What kind of person would complain about temporary bowel problems when they are sitting in paradise? Crystal clear waters, swimming pool blue, navy patches in the distance, fluffy clouds in the robin’s egg blue sky beyond. Turtles bob up and down past the boat, along with elegant sting rays, smoothly cutting through the water with their black slick cape wings.
Well yesterday was a write off. There I lay, in a wooden cabin, turquoise bedsheets no substitute for what beckoned through the cabin window. Watching old episodes of House at noon as the sun swapped with tiny rain squalls through the hatch above my head.
I couldn’t move more than a few feet from the head (toilet).
Last night, as JW and I both leapt up and headed to a head each, we figured we better deduce the cause of our suffering.
Boat life involves a lot of conservation and compromise. One of the taken for granted amenities is water. Not the endless ocean around us, but the safe potable kind.
A few bays ago, (well bays and days ago) in a place aptly called Saline Bay, we found a cheap source of water to fill our jugs. Precisely it was free. An abandoned dock had a hose and water pressure. We couldn’t believe our luck. We hauled all our 20 and 25 litre jugs back and forth a few times and replenished our onboard tank.
But then we realised that it was somewhat contaminated. It tasted a bit salty. We decided to use it only for washing bodies, clothes, dishes.
And then days went by, and in the Tobago Cays, an uninhabited paradise that is also a nature reserve, where you must store your rubbish bags onboard and really dig into your stored foods (had you provisioned properly), we forgot the golden water rule.
I was making tea, coffee, boiling noodles and potatoes all in the contaminated water.
And then it all caught up to me. And then JW.

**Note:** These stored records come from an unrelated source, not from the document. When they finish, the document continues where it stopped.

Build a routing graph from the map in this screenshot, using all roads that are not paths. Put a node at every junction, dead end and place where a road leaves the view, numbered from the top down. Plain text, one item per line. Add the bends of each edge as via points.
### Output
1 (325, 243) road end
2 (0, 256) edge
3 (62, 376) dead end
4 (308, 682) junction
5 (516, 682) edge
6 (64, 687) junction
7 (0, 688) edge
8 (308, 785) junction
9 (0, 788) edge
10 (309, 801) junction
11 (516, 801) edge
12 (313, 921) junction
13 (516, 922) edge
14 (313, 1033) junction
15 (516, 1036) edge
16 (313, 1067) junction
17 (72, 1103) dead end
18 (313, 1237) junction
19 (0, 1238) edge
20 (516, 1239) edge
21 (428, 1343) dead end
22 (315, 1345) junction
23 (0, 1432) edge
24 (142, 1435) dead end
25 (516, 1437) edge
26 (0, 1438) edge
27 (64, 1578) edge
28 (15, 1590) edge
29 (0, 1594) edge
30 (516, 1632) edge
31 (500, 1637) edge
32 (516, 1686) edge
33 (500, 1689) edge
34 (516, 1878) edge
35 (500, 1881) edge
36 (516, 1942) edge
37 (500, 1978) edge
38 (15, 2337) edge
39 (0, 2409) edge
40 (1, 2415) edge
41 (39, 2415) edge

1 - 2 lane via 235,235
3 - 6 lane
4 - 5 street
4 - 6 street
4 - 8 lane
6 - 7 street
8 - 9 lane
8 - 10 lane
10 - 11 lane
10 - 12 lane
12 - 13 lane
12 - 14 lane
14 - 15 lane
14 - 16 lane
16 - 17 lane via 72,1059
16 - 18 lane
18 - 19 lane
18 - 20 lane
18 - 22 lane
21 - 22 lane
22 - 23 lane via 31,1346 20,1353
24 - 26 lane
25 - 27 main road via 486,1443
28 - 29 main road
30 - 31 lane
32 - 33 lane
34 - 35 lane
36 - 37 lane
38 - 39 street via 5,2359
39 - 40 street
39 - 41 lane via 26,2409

So a day of cream crackers, flat coke, gingerale, teaspoons of honey, plain yogurt (all suggestions courtesy of Google results), and we’re both up and ready once more.

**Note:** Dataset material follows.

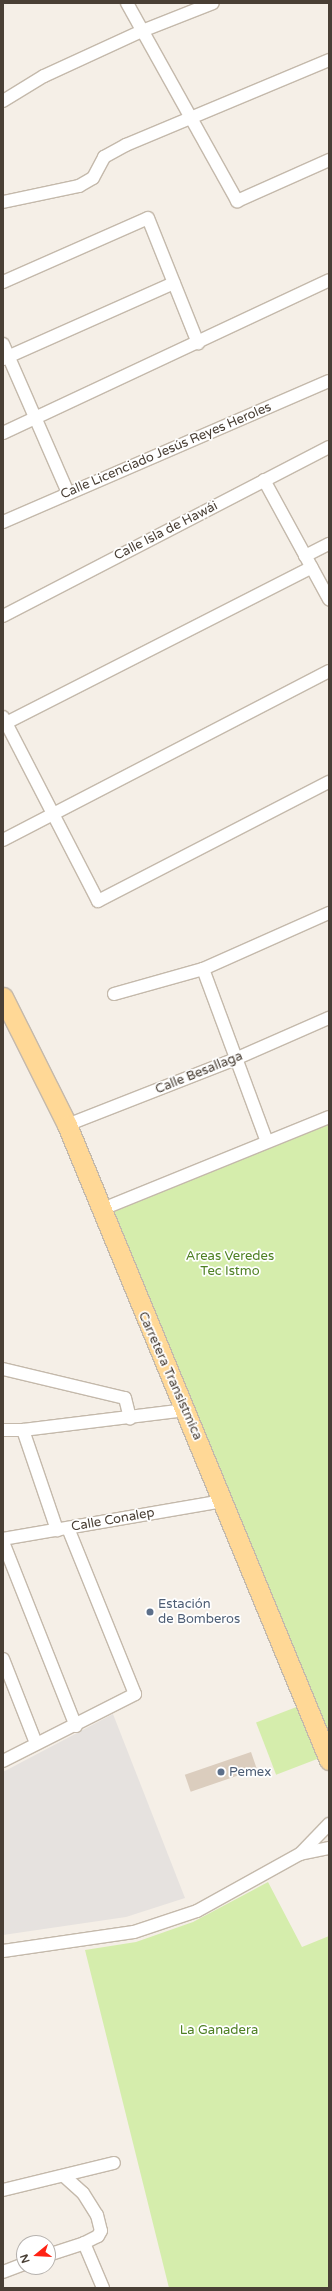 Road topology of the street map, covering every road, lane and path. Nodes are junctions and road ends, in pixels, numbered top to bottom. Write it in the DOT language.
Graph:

Ready to acknowledge both how fragile we are as humans, and how lucky we are as individuals. Lucky to be experiencing a little patch of this earth that has kept it’s beauty intact. Where flounder fish with both eyes on one side of their bodies, line the white sand, a testament to evolution, and iguanas prowl the little islands, their armour reminiscent of prehistoric ages.
Where the children today have decided to make floating rafts on the beach with only natural materials, and there is not a television or video game in sight or mind.

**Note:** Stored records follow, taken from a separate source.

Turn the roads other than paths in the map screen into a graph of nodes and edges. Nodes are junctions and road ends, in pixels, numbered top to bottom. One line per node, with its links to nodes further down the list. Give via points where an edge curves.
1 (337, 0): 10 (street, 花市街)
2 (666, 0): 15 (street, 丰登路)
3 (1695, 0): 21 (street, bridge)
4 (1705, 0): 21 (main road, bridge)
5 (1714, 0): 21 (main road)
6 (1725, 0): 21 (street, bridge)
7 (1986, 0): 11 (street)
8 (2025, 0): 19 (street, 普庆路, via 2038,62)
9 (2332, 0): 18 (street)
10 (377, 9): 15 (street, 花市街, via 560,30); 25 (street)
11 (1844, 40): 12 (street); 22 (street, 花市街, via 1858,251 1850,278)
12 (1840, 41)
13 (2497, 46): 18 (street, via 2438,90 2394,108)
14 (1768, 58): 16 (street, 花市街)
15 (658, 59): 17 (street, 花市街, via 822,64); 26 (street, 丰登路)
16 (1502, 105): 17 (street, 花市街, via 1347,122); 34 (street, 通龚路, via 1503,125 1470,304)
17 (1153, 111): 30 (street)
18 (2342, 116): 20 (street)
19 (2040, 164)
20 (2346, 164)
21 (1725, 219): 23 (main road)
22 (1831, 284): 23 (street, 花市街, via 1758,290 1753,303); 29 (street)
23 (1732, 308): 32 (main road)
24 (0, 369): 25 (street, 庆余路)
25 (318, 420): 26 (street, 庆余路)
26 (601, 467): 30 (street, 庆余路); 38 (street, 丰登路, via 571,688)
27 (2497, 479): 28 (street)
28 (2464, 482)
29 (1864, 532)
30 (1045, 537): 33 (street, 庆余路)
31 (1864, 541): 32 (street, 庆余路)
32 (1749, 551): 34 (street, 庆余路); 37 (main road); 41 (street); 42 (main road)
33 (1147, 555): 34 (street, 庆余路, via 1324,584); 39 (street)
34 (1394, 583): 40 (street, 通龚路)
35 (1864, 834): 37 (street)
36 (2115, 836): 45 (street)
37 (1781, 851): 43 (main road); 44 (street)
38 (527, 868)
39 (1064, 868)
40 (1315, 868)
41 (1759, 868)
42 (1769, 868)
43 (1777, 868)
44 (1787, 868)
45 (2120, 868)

I am off to witness turtles with their kaleidoscope shells, snacking on bits of seagrass on the shallow seabed and then gliding swiftly up for air, unbothered by the clunky goggled swimmers around them.
I will handwash the laundry and dump our disturbingly accumulating garbage bags another day, in another place.
And I will respect the water in all it’s forms and acknowledge what it does for us every day.